> **TASK**
What is needed is an exact transcription of every entry below.

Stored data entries
>>>

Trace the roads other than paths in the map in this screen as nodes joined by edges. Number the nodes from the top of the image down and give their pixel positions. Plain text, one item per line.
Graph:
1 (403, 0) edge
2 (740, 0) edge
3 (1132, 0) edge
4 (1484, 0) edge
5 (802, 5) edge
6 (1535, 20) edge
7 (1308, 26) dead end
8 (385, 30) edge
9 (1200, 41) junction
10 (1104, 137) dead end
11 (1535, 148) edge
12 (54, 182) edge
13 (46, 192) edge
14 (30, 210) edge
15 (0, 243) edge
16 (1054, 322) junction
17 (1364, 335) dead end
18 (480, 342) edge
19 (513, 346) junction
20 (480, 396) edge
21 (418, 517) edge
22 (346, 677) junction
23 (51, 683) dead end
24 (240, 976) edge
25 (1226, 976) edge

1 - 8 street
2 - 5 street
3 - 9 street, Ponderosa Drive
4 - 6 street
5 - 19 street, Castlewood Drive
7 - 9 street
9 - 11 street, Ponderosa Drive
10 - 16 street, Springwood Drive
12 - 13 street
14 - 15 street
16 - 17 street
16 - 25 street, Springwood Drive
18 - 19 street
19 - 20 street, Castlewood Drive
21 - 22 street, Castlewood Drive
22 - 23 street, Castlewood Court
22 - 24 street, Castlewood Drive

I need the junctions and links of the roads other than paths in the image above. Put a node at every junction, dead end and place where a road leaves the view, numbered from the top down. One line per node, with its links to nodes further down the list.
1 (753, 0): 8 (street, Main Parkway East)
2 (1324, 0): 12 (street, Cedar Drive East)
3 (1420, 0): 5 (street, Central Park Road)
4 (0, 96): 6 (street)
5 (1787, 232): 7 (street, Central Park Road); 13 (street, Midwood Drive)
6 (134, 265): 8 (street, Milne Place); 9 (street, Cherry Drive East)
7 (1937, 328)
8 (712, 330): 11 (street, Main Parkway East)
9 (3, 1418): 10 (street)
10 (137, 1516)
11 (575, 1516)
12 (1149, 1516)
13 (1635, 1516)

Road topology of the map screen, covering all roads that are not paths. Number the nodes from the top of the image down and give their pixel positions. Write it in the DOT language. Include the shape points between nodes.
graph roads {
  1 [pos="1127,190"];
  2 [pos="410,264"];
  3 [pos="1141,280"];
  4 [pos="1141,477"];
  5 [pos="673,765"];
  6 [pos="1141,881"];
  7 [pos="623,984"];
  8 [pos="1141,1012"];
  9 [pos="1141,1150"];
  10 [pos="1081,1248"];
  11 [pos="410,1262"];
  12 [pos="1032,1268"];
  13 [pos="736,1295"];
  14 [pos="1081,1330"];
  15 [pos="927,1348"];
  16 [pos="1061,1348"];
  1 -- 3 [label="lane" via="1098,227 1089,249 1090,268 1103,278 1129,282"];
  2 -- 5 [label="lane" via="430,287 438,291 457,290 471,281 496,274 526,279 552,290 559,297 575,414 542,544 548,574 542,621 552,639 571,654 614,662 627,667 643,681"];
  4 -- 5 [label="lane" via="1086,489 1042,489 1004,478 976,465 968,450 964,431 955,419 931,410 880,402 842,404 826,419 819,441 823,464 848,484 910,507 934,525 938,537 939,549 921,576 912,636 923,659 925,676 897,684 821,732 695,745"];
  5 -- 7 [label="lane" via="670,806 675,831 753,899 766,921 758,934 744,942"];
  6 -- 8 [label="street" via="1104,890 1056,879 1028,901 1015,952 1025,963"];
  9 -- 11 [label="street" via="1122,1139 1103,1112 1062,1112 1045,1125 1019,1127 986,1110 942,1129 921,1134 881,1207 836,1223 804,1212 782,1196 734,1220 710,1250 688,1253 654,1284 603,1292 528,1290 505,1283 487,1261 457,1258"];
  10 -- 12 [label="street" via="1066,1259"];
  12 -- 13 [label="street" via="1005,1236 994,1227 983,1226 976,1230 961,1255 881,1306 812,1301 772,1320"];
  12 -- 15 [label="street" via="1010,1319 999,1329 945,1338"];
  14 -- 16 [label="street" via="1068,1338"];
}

<<<

> **ANSWER FOR THE TASK**
Trace the roads other than paths in the map in this screen as nodes joined by edges. Number the nodes from the top of the image down and give their pixel positions. Plain text, one item per line.
Graph:
1 (403, 0) edge
2 (740, 0) edge
3 (1132, 0) edge
4 (1484, 0) edge
5 (802, 5) edge
6 (1535, 20) edge
7 (1308, 26) dead end
8 (385, 30) edge
9 (1200, 41) junction
10 (1104, 137) dead end
11 (1535, 148) edge
12 (54, 182) edge
13 (46, 192) edge
14 (30, 210) edge
15 (0, 243) edge
16 (1054, 322) junction
17 (1364, 335) dead end
18 (480, 342) edge
19 (513, 346) junction
20 (480, 396) edge
21 (418, 517) edge
22 (346, 677) junction
23 (51, 683) dead end
24 (240, 976) edge
25 (1226, 976) edge

1 - 8 street
2 - 5 street
3 - 9 street, Ponderosa Drive
4 - 6 street
5 - 19 street, Castlewood Drive
7 - 9 street
9 - 11 street, Ponderosa Drive
10 - 16 street, Springwood Drive
12 - 13 street
14 - 15 street
16 - 17 street
16 - 25 street, Springwood Drive
18 - 19 street
19 - 20 street, Castlewood Drive
21 - 22 street, Castlewood Drive
22 - 23 street, Castlewood Court
22 - 24 street, Castlewood Drive

I need the junctions and links of the roads other than paths in the image above. Put a node at every junction, dead end and place where a road leaves the view, numbered from the top down. One line per node, with its links to nodes further down the list.
1 (753, 0): 8 (street, Main Parkway East)
2 (1324, 0): 12 (street, Cedar Drive East)
3 (1420, 0): 5 (street, Central Park Road)
4 (0, 96): 6 (street)
5 (1787, 232): 7 (street, Central Park Road); 13 (street, Midwood Drive)
6 (134, 265): 8 (street, Milne Place); 9 (street, Cherry Drive East)
7 (1937, 328)
8 (712, 330): 11 (street, Main Parkway East)
9 (3, 1418): 10 (street)
10 (137, 1516)
11 (575, 1516)
12 (1149, 1516)
13 (1635, 1516)

Road topology of the map screen, covering all roads that are not paths. Number the nodes from the top of the image down and give their pixel positions. Write it in the DOT language. Include the shape points between nodes.
graph roads {
  1 [pos="1127,190"];
  2 [pos="410,264"];
  3 [pos="1141,280"];
  4 [pos="1141,477"];
  5 [pos="673,765"];
  6 [pos="1141,881"];
  7 [pos="623,984"];
  8 [pos="1141,1012"];
  9 [pos="1141,1150"];
  10 [pos="1081,1248"];
  11 [pos="410,1262"];
  12 [pos="1032,1268"];
  13 [pos="736,1295"];
  14 [pos="1081,1330"];
  15 [pos="927,1348"];
  16 [pos="1061,1348"];
  1 -- 3 [label="lane" via="1098,227 1089,249 1090,268 1103,278 1129,282"];
  2 -- 5 [label="lane" via="430,287 438,291 457,290 471,281 496,274 526,279 552,290 559,297 575,414 542,544 548,574 542,621 552,639 571,654 614,662 627,667 643,681"];
  4 -- 5 [label="lane" via="1086,489 1042,489 1004,478 976,465 968,450 964,431 955,419 931,410 880,402 842,404 826,419 819,441 823,464 848,484 910,507 934,525 938,537 939,549 921,576 912,636 923,659 925,676 897,684 821,732 695,745"];
  5 -- 7 [label="lane" via="670,806 675,831 753,899 766,921 758,934 744,942"];
  6 -- 8 [label="street" via="1104,890 1056,879 1028,901 1015,952 1025,963"];
  9 -- 11 [label="street" via="1122,1139 1103,1112 1062,1112 1045,1125 1019,1127 986,1110 942,1129 921,1134 881,1207 836,1223 804,1212 782,1196 734,1220 710,1250 688,1253 654,1284 603,1292 528,1290 505,1283 487,1261 457,1258"];
  10 -- 12 [label="street" via="1066,1259"];
  12 -- 13 [label="street" via="1005,1236 994,1227 983,1226 976,1230 961,1255 881,1306 812,1301 772,1320"];
  12 -- 15 [label="street" via="1010,1319 999,1329 945,1338"];
  14 -- 16 [label="street" via="1068,1338"];
}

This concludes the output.